Aided by the magnifying power of the telescope, Galileo discovered the four largest moons of Jupiter, the phases of Venus and the mountains of the moon. His observations also led him to support Nicolaus Copernicus' theory that the Earth revolved around the sun and not vice versa -- a supposition that eventually led to his conviction as a heretic by the Roman Catholic Church.

"The telescope helped prove that the Earth wasn't the center of the universe," says Tom Reiland, founder and director of the Nicholas E. Wagman Observatory in Deer Lakes Park, "It wasn't even the center of our solar system."

Koenig wrote, produced and directed "Telescope" through his California-based company, Interstellar Studios. He interviewed cosmologists and astronomers from around the world, including Wendy Freedman, director of the Carnegie Institute Washington Observatories, and Chris Corbally, vice director of the Vatican Observatory in Rome. The documentary includes footage of the dormant volcano Mauna Kea in Hawaii, which has 13 observatories.

While it added inestimably to our body of knowledge, the most profound effect of the telescope might have been to show us how little we really know of the universe, Koenig says.

"In reality, '400 Years of the Telescope' is less about the history of the telescope and more about the future of the telescope," Koenig says. "What we are trying to show is that we are as ignorant today in our understanding of the universe as Galileo was 400 years ago."
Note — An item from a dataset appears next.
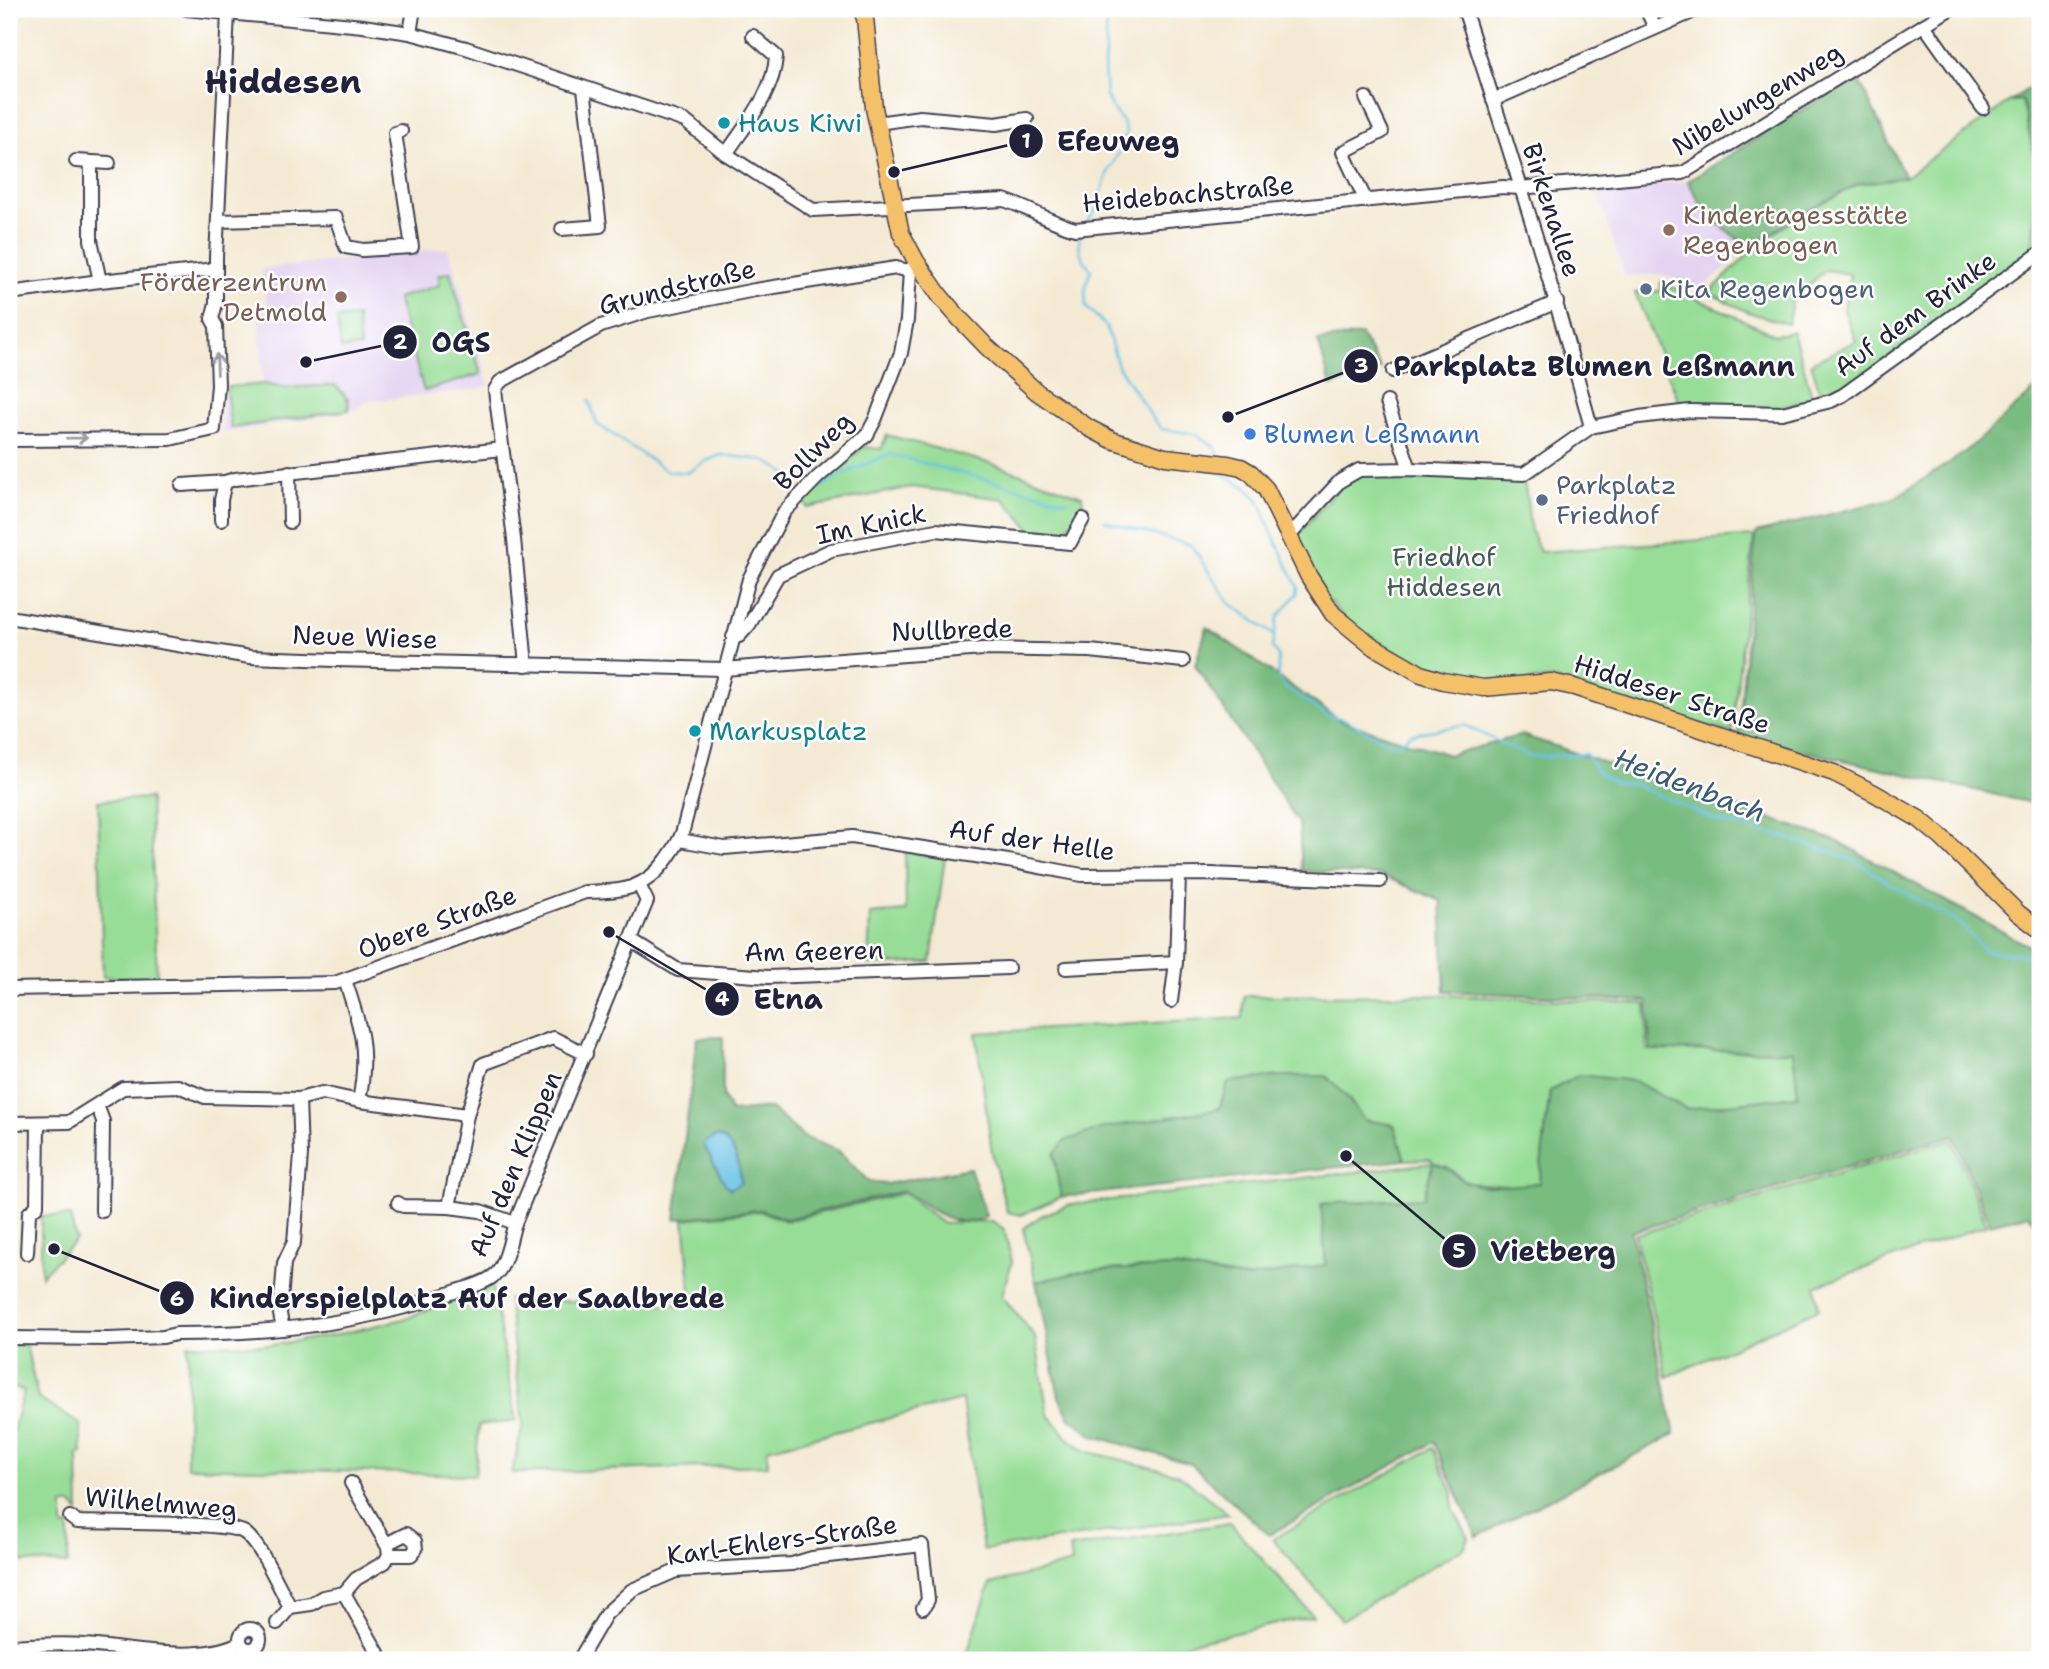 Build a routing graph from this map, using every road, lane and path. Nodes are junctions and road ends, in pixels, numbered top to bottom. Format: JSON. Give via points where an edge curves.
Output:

The documentary explores new theories, such as dark energy, a mysterious force that is accelerating the expansion of the universe, and provides a glimpse of a new generation of super-telescopes, which will have lenses the size of football fields. One is the European Extremely Large Telescope, or EELT. It will most likely be built on a mountaintop in Chile, where atmospheric turbulence is minimal.

"These telescopes that are coming online are 10- to 100-fold better in light gathering and resolution than we have today," Koenig says. "Our view of the universe today will not be our view in 20 years."

Two new survey telescopes that are in the planning stages, the Pannstarr and LSST (Large Synoptic Survey Telescope), will enable scientists to detect asteroids up to 30 years before their possible collision with Earth.

"They'll be online in another five to 10 years," Koenig says.

Galileo built his own telescope after hearing about the new novelty "spyglass," a tube-shabed object that magnified distant objects. That telescope had less power than a pair of modern-day opera glasses, says Peter Machamer, professor of history of philosophy and science at the University of Pittsburgh and an authority on Galileo.

Galileo's discovery that the moon had mountains and craters also disproved Aristotle's theory that matter in space was physically different from that on Earth.

"There's just one kind," Machamer says. "When he looks at the moon, when he finds mountains, this is the support that there's only one kind of matter in the universe."

"400 Years of the Telescope" is part of the International Year of Astronomy 2009, a global celebration of astronomy and its contributions to society and culture. It was created by UNESCO and the International Astronomical Union, the same world body that demoted Pluto from its status as a planet in August 2006.

It is the first PBS documentary to be filmed on 4K digital cinema technology. The process renders a picture with more than five times the pixels of standard high definition.